Hormuz and Ormuzd

There is a strait on the Moon, opening between mountains and connecting two large “seas,” the Mare Imbrium or Sea of Rains and the Mare Serenitatis or Sea of Serenity.

This conspicuous strait has no official name, but might be called the Strait of Autolycus, that being the impact crater just outside it. Autolycus, “self-wolf,” was in Greek legends the trickster, the cunning thief, son of flighty god Hermes and ancestor of “Odysseus of many wiles,” able like a conjurer or pickpocket to make the things he filched invisible; he corresponds to the wily Coyote or Fox or Jackal in the myths of other cultures. But, rather surprisingly, a Greek astronomer of around 300 BC bore the name – or nickname? – Autolycus, which is why it was approved for the crater by a nomenclature committee of the International Astronomical Union in 1935.

They didn’t know how apt it would become in 2026. The “mischief-maker’s” bomb crater is clearly a relic of the war between lunar civilizations to exterminate each other.

 

Hormuz and Hormos

You’ve probably seen plenty of maps of this strategic pinch-point of geography.

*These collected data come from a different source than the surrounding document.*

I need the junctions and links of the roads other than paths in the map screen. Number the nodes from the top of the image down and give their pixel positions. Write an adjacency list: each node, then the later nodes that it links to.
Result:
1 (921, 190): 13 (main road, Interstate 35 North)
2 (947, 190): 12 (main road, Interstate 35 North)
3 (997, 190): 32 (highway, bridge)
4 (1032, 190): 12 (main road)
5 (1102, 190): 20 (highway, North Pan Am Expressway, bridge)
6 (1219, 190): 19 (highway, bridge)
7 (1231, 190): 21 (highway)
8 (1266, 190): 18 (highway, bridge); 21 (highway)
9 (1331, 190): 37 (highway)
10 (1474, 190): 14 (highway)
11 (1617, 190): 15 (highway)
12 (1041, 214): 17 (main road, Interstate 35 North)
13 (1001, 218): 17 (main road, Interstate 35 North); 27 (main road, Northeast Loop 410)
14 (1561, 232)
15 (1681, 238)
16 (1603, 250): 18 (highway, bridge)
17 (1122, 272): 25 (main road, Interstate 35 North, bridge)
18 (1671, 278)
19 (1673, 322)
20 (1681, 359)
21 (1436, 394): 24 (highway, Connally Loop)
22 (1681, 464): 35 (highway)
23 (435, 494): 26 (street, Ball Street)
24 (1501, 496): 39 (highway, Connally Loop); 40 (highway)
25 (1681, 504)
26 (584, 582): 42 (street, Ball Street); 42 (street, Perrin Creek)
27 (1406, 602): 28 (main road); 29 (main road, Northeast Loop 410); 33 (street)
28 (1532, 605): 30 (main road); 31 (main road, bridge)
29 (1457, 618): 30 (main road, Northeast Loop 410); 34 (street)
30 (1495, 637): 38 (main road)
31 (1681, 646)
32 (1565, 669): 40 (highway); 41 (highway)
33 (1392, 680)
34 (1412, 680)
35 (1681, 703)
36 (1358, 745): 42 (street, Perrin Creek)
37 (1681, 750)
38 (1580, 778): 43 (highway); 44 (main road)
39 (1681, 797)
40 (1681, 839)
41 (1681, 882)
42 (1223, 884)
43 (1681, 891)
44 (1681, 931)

By contrast with “Autolycus,” the name of the strait of “Hormuz” evokes benign serenity, sharply at odds with the violence now focused on it, the mines and airstrikes.

In Zoroastrianism, the native religion of Iran before the conquest by Islam (and, I think, an influence that persisted into Iran’s Shi’a form of Islam), the deities of good and evil are Ahura Mazda and Angra Mainyu, “lord of wisdom” and “destructive mind,” or, in a later stage of the Persian language, Ormuzd and Ahriman. Neither is stronger or will necessarily win; whether good or evil prevails depends on how many people throw themselves into the balance, and how earnestly, on each side.

The name of the Strait of Hormuz, and the town on its northern coast, do they derive from the good spirit Ormuzd? It is natural for Iranians to think so.

Others point out that the town could be a “harbor,” hormos in Greek, founded during the parallel withdrawal of Alexander the Great’s forces from India by land and sea along the southern Persian coast in 324 BC.